Tanzanian-founded fintech Nala just pulled off one of the most interesting funding moves in African tech this year. The company secured a credit facility worth up to $50 million from private credit firm Liquidity, channelled through Mars Growth Capital, a joint venture between Liquidity and Japan’s MUFG Bank. The deal starts with an initial $25 million tranche and can grow to $50 million or more as the company scales.
Instead of selling more shares to investors, Nala chose to borrow the money. That single decision says a lot about where African fintech is heading right now.
What Nala Actually Does
Founded in 2017, Nala began life as a simple remittance app that helped Africans living abroad send money home to family. Today, the company runs two products that work side by side. The consumer app serves users in the UK, the US, and the EU, who send money to 11 African countries. The second product, called Rafiki, is a business-to-business payments platform that launched in March 2024.
Rafiki gives global companies one API to move money across the US, UK, Europe, Asia, and Africa. Businesses can collect funds in US dollars and pay out in local currency or in stablecoins. Together, the two products connect more than 249 banks and 26 mobile money services across 16 countries.
Why Nala Needed the Money
Founder and CEO Benjamin Fernandes explained the problem in plain terms. “At some point, our business was more than doubling every other quarter,” he said. “We grew faster than we could handle pre-funding for single-direction payments”.
Pre-funding sounds technical, but the idea is simple. When a customer in London sends money to Nairobi, Nala must already hold cash in Kenya to pay the recipient quickly. The sender’s money only arrives in Nala’s UK account a day or two later. The faster the business grows, the more cash the company must keep parked in multiple countries at once. Without enough working capital, growth slows down or breaks completely.
The $50 million facility solves that problem directly. Nala will use the money to pre-fund transfers, open new payment corridors, and support larger enterprise clients running collections and payouts through its rails.
Debt Over Equity
For the first time in the continent’s funding history, debt overtook equity in capital volume during Q1 2026, accounting for more than $490 million of total startup financing. In May 2026 alone, nearly 80% of African startup funding came in the form of debt rather than equity.
Equity rounds dilute founders and existing investors. Debt does not. For fintechs that need large pools of working capital to fund transactions rather than to build new products, borrowing makes far more sense than giving up ownership. Nala still holds more than half the $40 million it raised in its 2024 Series A, so the new facility funds expansion rather than survival.
The Numbers Behind Nala’s Confidence
Nala shared profitability metrics that explain why a private credit firm felt comfortable writing this check. Its consumer business now runs at 64% gross profit margins, while Rafiki posts 80% gross profit margins.
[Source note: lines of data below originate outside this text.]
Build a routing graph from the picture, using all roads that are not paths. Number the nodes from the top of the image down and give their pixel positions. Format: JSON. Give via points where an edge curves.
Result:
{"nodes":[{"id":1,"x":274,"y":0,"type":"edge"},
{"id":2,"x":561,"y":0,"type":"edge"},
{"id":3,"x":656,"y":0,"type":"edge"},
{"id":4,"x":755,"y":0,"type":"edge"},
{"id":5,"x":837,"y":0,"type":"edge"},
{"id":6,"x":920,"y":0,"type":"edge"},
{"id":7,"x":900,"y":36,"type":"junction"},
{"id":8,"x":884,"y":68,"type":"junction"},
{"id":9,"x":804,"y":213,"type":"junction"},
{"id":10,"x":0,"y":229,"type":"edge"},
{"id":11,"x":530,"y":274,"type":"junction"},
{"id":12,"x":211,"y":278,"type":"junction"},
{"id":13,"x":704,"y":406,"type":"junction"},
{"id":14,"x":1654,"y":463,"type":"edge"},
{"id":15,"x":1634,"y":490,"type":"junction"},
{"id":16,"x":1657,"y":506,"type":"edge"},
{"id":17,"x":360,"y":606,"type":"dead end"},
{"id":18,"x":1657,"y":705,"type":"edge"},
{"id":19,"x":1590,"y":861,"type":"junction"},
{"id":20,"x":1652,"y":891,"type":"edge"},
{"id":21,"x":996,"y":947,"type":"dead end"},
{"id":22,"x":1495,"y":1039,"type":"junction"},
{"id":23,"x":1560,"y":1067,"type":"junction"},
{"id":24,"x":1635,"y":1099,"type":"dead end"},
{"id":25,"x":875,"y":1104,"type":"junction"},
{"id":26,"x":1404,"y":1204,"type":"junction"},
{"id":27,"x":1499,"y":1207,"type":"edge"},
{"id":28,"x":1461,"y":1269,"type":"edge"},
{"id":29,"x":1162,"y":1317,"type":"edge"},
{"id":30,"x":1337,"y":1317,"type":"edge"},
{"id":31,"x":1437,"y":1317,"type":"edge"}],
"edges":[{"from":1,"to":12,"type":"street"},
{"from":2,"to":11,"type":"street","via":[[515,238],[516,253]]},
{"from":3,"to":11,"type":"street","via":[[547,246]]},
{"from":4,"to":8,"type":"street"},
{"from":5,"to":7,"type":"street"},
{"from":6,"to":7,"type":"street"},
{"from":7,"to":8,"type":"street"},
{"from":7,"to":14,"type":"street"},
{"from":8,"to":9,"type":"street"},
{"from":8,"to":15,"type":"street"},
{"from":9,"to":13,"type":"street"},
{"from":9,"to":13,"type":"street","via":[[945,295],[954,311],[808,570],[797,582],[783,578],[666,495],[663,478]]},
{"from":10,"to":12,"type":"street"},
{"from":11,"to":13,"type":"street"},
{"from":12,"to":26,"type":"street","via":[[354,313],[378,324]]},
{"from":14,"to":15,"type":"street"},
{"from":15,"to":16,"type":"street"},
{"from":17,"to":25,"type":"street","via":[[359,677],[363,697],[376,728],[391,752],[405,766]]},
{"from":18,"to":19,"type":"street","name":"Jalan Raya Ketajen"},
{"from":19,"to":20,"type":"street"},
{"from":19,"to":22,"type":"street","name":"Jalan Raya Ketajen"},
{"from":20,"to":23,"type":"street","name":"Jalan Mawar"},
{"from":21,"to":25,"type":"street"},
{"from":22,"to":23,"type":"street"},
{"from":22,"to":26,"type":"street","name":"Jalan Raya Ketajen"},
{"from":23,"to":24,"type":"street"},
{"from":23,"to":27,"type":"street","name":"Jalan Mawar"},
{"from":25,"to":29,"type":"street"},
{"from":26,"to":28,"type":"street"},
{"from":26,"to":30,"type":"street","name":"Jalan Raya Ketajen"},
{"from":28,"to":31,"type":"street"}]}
The company also holds 17 regulatory approvals and licenses across multiple jurisdictions, which Fernandes describes as one of the most extensive compliance footprints for any fintech at Nala’s stage. That matters because cross-border money movement lives or dies on licensing, and stablecoin rails attract heavy regulatory attention everywhere they touch.
What Happens Next
Nala says several enterprise contracts will go live later this year, suggesting more corporate customers are lining up to use its settlement network. The company plans to deepen infrastructure investments over the next two years and add more partnerships with major banks and remittance providers.
For African businesses tired of slow, expensive cross-border payments, the timing could not be better. As more companies adopt stablecoin rails, the cost of moving dollars into and out of African markets keeps falling. Nala has positioned itself to ride that wave with serious capital behind it and a working model that already generates real profit.
The story here goes beyond one funding round. Nala shows what African fintech looks like when it stops chasing valuations and starts building infrastructure that pays for itself.